THIS YEAR WILL GO DOWN as one for the record books. As we approach year-end, what will life look like on the other side of the health crisis and the election? For the nation as a whole, and Long Island in particular, although we’re confronting crises now, we see opportunities emerging. In particular, we’d point to three critical issues that will determine how Long Islanders, and all of us, fare: the course of the pandemic, the governmental policies that we can expect, and the importance of place: where we live and work.
COVID: We’re Likely Past the Worst
Unsurprisingly, the trajectory of the pandemic going forward will be a determinative factor. With the cold-weather season approaching and schools and colleges slowly re-opening, the COVID infection rate is rising, especially among younger people. But we don’t think that the rate will rise to the calamitous level of the dark days this past spring.
We’re mindful that the health crisis is far from over. The national daily death rate of some 700-800 is, of course, unacceptable—but it’s not been increasing despite higher levels of infection: a testimony to more-effective management of the virus. At this point, the numbers for Long Island look good: 100-150 new cases per day, a rate that’s stayed relatively flat, and only eight deaths in the two weeks prior to October 19. And we look for an effective vaccine surfacing in the early part of 2021, with widespread distribution by midyear. In sum, we believe that we’re in the second half of the pandemic’s life cycle.
Long Island Needs Government Stimulus
Our region has been hit hard by the pandemic, because it’s affected service industries, which have become Long Island’s lifeblood, more than manufacturing: People aren’t going to restaurants, but they’re still buying cars. After a rich past manufacturing past, particularly in the defense industry, Long Island’s economy is now dominated by the service sectors: education, health care, restaurants and hospitality, and the like. While Long Island’s current unemployment rate is lower than New York State’s, it’s about two percentage points higher than the national average.
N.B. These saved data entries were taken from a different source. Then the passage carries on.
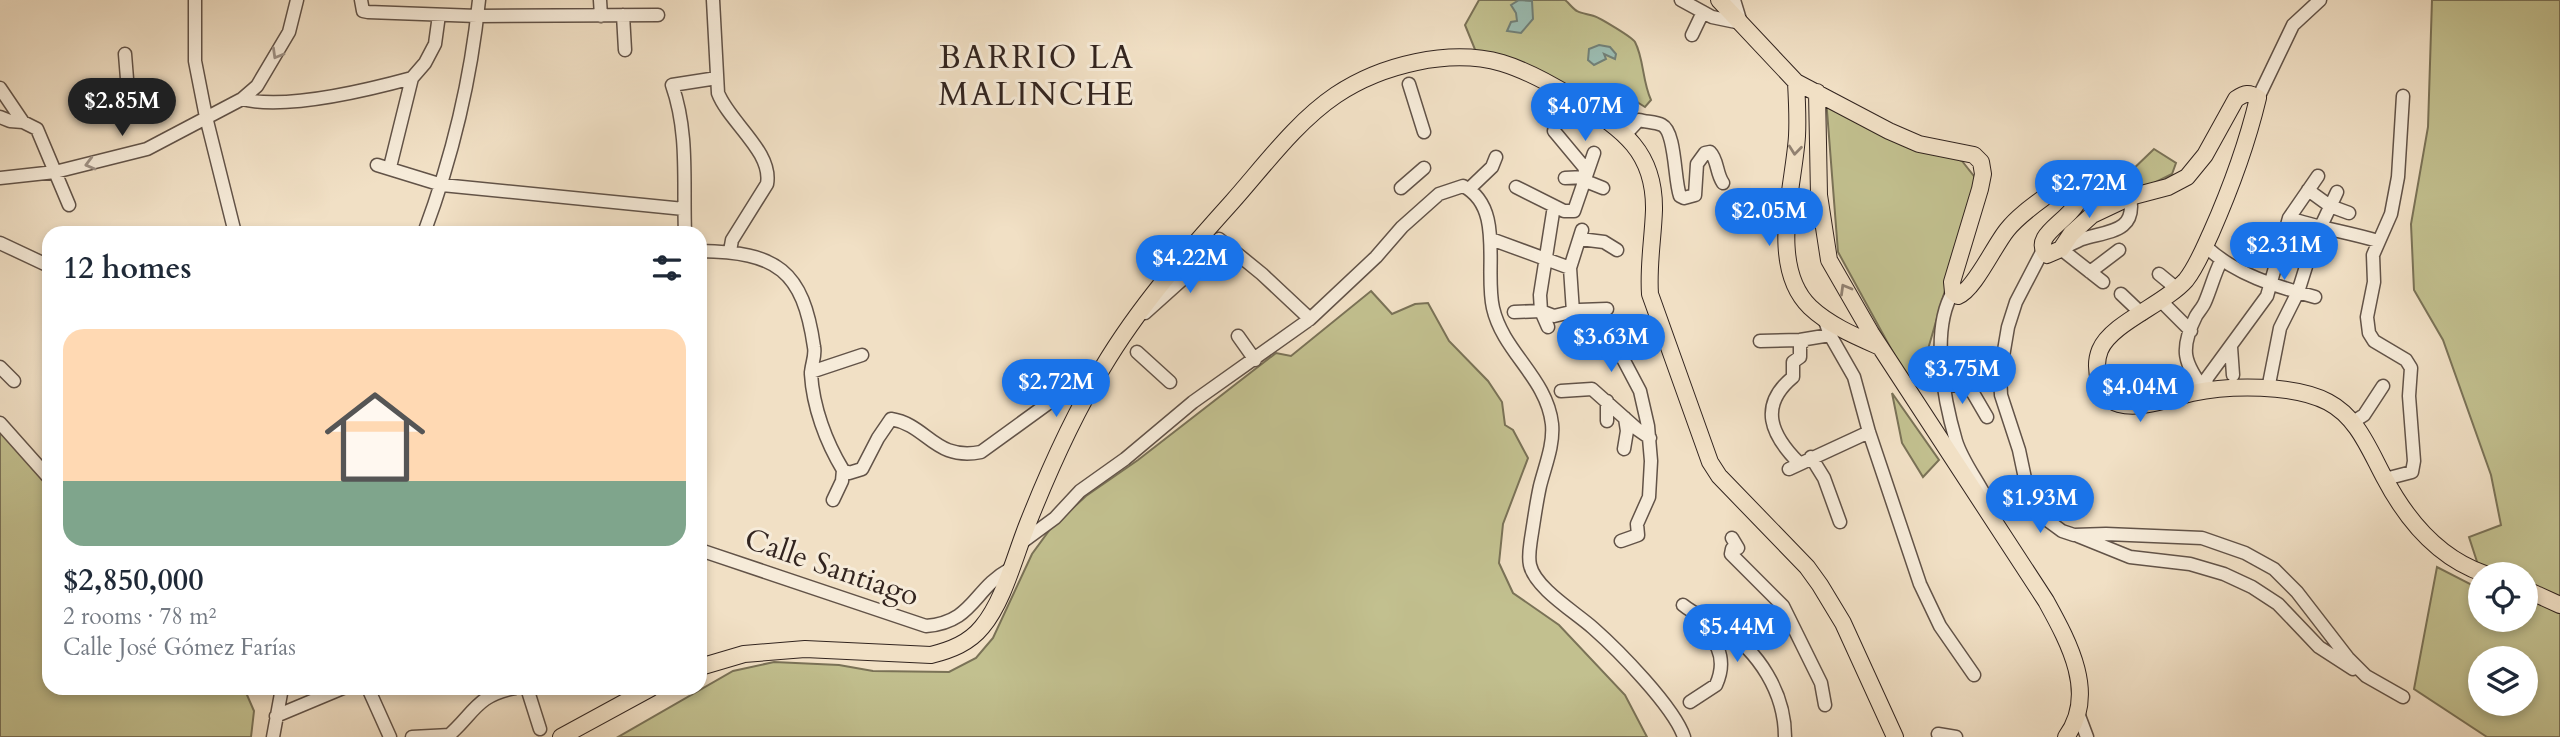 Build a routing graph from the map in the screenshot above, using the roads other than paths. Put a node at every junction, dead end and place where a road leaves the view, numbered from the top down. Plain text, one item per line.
1 (195, 0) edge
2 (297, 0) edge
3 (479, 0) edge
4 (600, 0) edge
5 (713, 0) edge
6 (1681, 0) edge
7 (1719, 0) edge
8 (1734, 0) edge
9 (2320, 0) edge
10 (362, 6) edge
11 (1703, 12) junction
12 (439, 15) junction
13 (623, 15) junction
14 (658, 15) dead end
15 (477, 16) junction
16 (601, 16) junction
17 (1741, 23) junction
18 (1692, 35) dead end
19 (625, 50) dead end
20 (125, 54) dead end
21 (412, 78) junction
22 (717, 78) junction
23 (1796, 82) junction
24 (1409, 84) dead end
25 (0, 88) edge
26 (1817, 92) junction
27 (120, 95) dead end
28 (2403, 96) dead end
29 (2258, 98) junction
30 (243, 99) junction
31 (0, 117) edge
32 (206, 117) junction
33 (23, 122) junction
34 (1554, 131) dead end
35 (1424, 132) dead end
36 (2250, 132) junction
37 (1626, 134) junction
38 (2211, 144) junction
39 (1594, 153) dead end
40 (1496, 158) dead end
41 (377, 165) dead end
42 (390, 167) junction
43 (1424, 168) dead end
44 (55, 172) junction
45 (2318, 176) dead end
46 (1585, 177) junction
47 (0, 178) edge
48 (1565, 178) dead end
49 (1723, 183) dead end
50 (442, 185) junction
51 (1516, 187) dead end
52 (1401, 188) dead end
53 (1603, 188) dead end
54 (1469, 189) junction
55 (2308, 190) junction
56 (2337, 192) dead end
57 (2130, 197) junction
58 (69, 205) dead end
59 (1554, 206) junction
60 (2330, 206) junction
61 (684, 209) junction
62 (2349, 213) dead end
63 (2289, 218) junction
64 (233, 226) edge
65 (427, 226) edge
66 (685, 226) edge
67 (2321, 229) junction
68 (2106, 235) junction
69 (1491, 239) junction
70 (2378, 241) junction
71 (0, 243) edge
72 (2205, 246) junction
73 (1617, 250) dead end
74 (2043, 250) junction
75 (2061, 250) junction
76 (707, 251) edge
77 (730, 251) junction
78 (1546, 259) junction
79 (2221, 261) junction
80 (42, 263) edge
81 (1570, 268) junction
82 (2090, 272) junction
83 (2159, 274) dead end
84 (2103, 282) dead end
85 (2270, 285) junction
86 (2176, 288) junction
87 (1953, 292) junction
88 (2298, 292) junction
89 (2121, 294) dead end
90 (2315, 297) dead end
91 (2161, 300) junction
92 (1607, 309) dead end
93 (1541, 311) junction
94 (1514, 312) dead end
95 (1575, 312) junction
96 (2142, 314) junction
97 (1824, 318) junction
98 (1310, 319) junction
99 (1134, 322) junction
100 (1548, 327) dead end
101 (2191, 331) junction
102 (1830, 335) junction
103 (1238, 336) dead end
104 (1806, 339) junction
105 (1760, 341) dead end
106 (1880, 347) junction
107 (2231, 347) junction
108 (1137, 352) dead end
109 (856, 358) dead end
110 (1255, 360) junction
111 (0, 367) edge
112 (1102, 368) junction
113 (811, 372) junction
114 (2233, 375) dead end
115 (14, 381) dead end
116 (1170, 382) dead end
117 (2269, 384) dead end
118 (1944, 385) junction
119 (2383, 386) dead end
120 (1561, 391) dead end
121 (2205, 391) junction
122 (1607, 401) junction
123 (1987, 417) dead end
124 (1625, 418) junction
125 (1607, 421) dead end
126 (2353, 422) junction
127 (0, 423) edge
128 (1869, 432) junction
129 (1650, 438) junction
130 (1624, 449) dead end
131 (1800, 463) junction
132 (42, 470) edge
133 (843, 470) junction
134 (2385, 479) junction
135 (833, 500) dead end
136 (1840, 523) dead end
137 (2007, 528) dead end
138 (2074, 535) junction
139 (1732, 538) dead end
140 (1621, 541) dead end
141 (1020, 544) junction
142 (707, 552) edge
143 (2468, 566) edge
144 (1010, 569) junction
145 (2538, 595) edge
146 (2560, 605) edge
147 (707, 665) edge
148 (1974, 675) dead end
149 (2366, 676) junction
150 (280, 695) edge
151 (326, 695) edge
152 (371, 695) edge
153 (490, 695) edge
154 (529, 695) edge
155 (638, 695) edge
156 (2403, 697) dead end
157 (1690, 702) dead end
158 (1825, 705) dead end
159 (2078, 713) junction
160 (276, 716) junction
161 (540, 729) dead end
162 (1938, 734) dead end
163 (448, 736) edge
164 (273, 737) edge
165 (390, 737) edge
166 (411, 737) edge
167 (561, 737) edge
168 (1684, 737) edge
169 (1785, 737) edge
170 (1895, 737) edge
171 (1956, 737) edge
172 (2066, 737) edge
173 (2087, 737) edge

1 - 32 street
2 -> 30 street
3 - 15 street
4 - 16 street
5 - 22 street
6 - 11 street
7 - 17 main road
8 - 17 street
9 - 29 street
10 - 12 street
11 - 17 street
11 - 18 street
12 - 15 street
12 - 21 street
13 - 14 street
13 - 16 street
13 - 19 street
15 - 16 street
15 - 50 street
17 - 23 main road
20 - 27 street
21 - 30 street
21 - 42 street
22 - 61 street
22 - 77 street
23 - 26 main road
23 -> 97 main road
24 - 35 street
25 - 33 street
26 - 87 main road
106 -> 26 main road
28 - 70 street
29 - 36 main road
29 - 38 main road
30 - 32 street
31 - 33 street
32 -> 44 street
32 - 64 street
33 - 44 street
34 - 46 street
36 - 38 main road
36 - 72 main road
37 - 49 street
37 - 99 main road
37 - 170 main road
38 - 57 main road
39 - 46 street
40 - 54 street
41 - 42 street
42 - 50 street
43 - 52 street
44 - 47 street
44 - 58 street
45 - 55 street
46 - 48 street
46 - 53 street
46 - 59 street
50 - 61 street
50 - 65 street
51 - 59 street
54 - 69 street
54 - 98 street
55 - 60 street
55 - 63 street
56 - 60 street
57 - 68 street
57 - 75 main road
59 - 78 street
60 - 62 street
60 - 67 street
61 - 66 street
63 - 67 street
63 - 85 street
67 - 70 street
67 - 88 street
68 - 75 street
68 - 82 street
69 - 78 street
69 - 168 street
70 - 134 street
71 - 80 street
72 - 79 street
72 - 86 main road
73 - 81 street
74 - 75 main road
74 - 87 main road
74 - 138 street
75 - 82 street
76 - 77 street
77 - 113 street
78 - 81 street
78 - 93 street
79 - 85 street
79 - 101 street
81 - 95 street
82 - 84 street
83 - 86 street
85 - 88 street
85 - 107 street
86 - 91 main road
87 - 118 street
88 - 90 street
88 - 117 street
89 - 96 street
91 - 96 main road
91 - 101 street
92 - 95 street
93 - 94 street
93 - 95 street
93 - 100 street
95 - 129 street
96 - 121 main road
97 - 102 street
97 - 106 main road
98 - 99 street
98 - 110 street
99 - 112 main road
101 - 121 street
102 - 104 street
102 - 128 street
103 - 110 street
104 - 105 street
104 - 131 street
106 - 159 main road
107 - 114 street
107 - 121 street
108 - 116 street
109 - 113 street
110 - 141 street
111 - 115 street
112 - 133 street
112 - 141 main road
113 - 133 street
118 - 123 street
118 - 137 street
119 - 126 street
120 - 122 street
121 - 126 main road
122 - 124 street
122 - 125 street
124 - 129 street
124 - 130 street
126 - 134 main road
127 - 132 street
128 - 131 street
128 - 148 street
129 - 140 street
131 - 136 street
133 - 135 street
134 - 143 main road
138 - 149 street
138 - 149 street
139 - 158 street
141 - 144 main road
142 - 144 street, Calle Santiago
144 - 147 main road
145 - 146 main road
149 - 156 street
150 - 160 street
151 - 160 street
152 - 165 street
153 - 163 street
154 - 161 street
155 - 167 main road
157 - 169 street
159 - 172 main road
159 - 173 street
160 - 164 street
162 - 171 street
163 - 166 street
And so additional government stimulus on top of the unprecedented amounts already paid out is critical to the Island’s recovery. At the time of our call, Speaker Pelosi and Treasury Secretary Mnuchin were still trying to hammer out a compromise. A new package may not be available before Election Day, but we’re hopeful that it will come soon.
Real-Estate Boom Coming to the Island?
The pandemic has made all of us rethink how we live our lives and where we work. Especially in the service industries so key to Long Island’s economy, being in the office five days a week—a kind of “factory” model—may be replaced permanently with working more at home. Offices aren’t disappearing—they enable person-to-person communication that remote locations can never match. But offices probably won’t exert the same hold on companies and employees that they used to.
As a result, where workers live will be even more important than it always was. We think we’ll see a boom in suburban real-estate values, much to the benefit of Long Island. In a service economy, dominated by “brains”—intellectual power rather than manual labor—being close to New York City, one of the nation’s most prominent “knowledge clusters,” is a distinct advantage. It’s why Amazon first looked to New York as the location of its second headquarters and ultimately bought the old Lord & Taylor building on Fifth Avenue, hiring 2,000 people to work there. It’s why Facebook leased every square foot of an enormous facility in Midtown. At the same time, Long Island employees are far enough from the City to enjoy the community, education, and recreation benefits of suburban living. That’s a win-win for Long Island.
The Election: Take a Deep Breath
This election season has been remarkable for its rancor. Our advice to clients is to pause and relax. When we looked at all 12-month periods following Presidential elections going back to 1933, we observed that most of the time, the stock market went up—regardless of whether the Democrat or the Republican won. Why? Because the market usually goes up and because investors cheer when uncertainty is resolved. So we expect to see a positive market next year.
But we’re not making big moves in our portfolios based on who is likely to win the White House and which party, if either one, will control Congress. In 2016, Trump won even though all the polls said otherwise, and further, a “Clinton portfolio” assembled for a slower-growth economy went on to soundly beat a “Trump portfolio” of economically-sensitive companies.
Accordingly, our advice is to not over-think the election. Yes, elections have consequences for the economy and overall national policy. But translating those consequences into investment strategy is making a risky bet.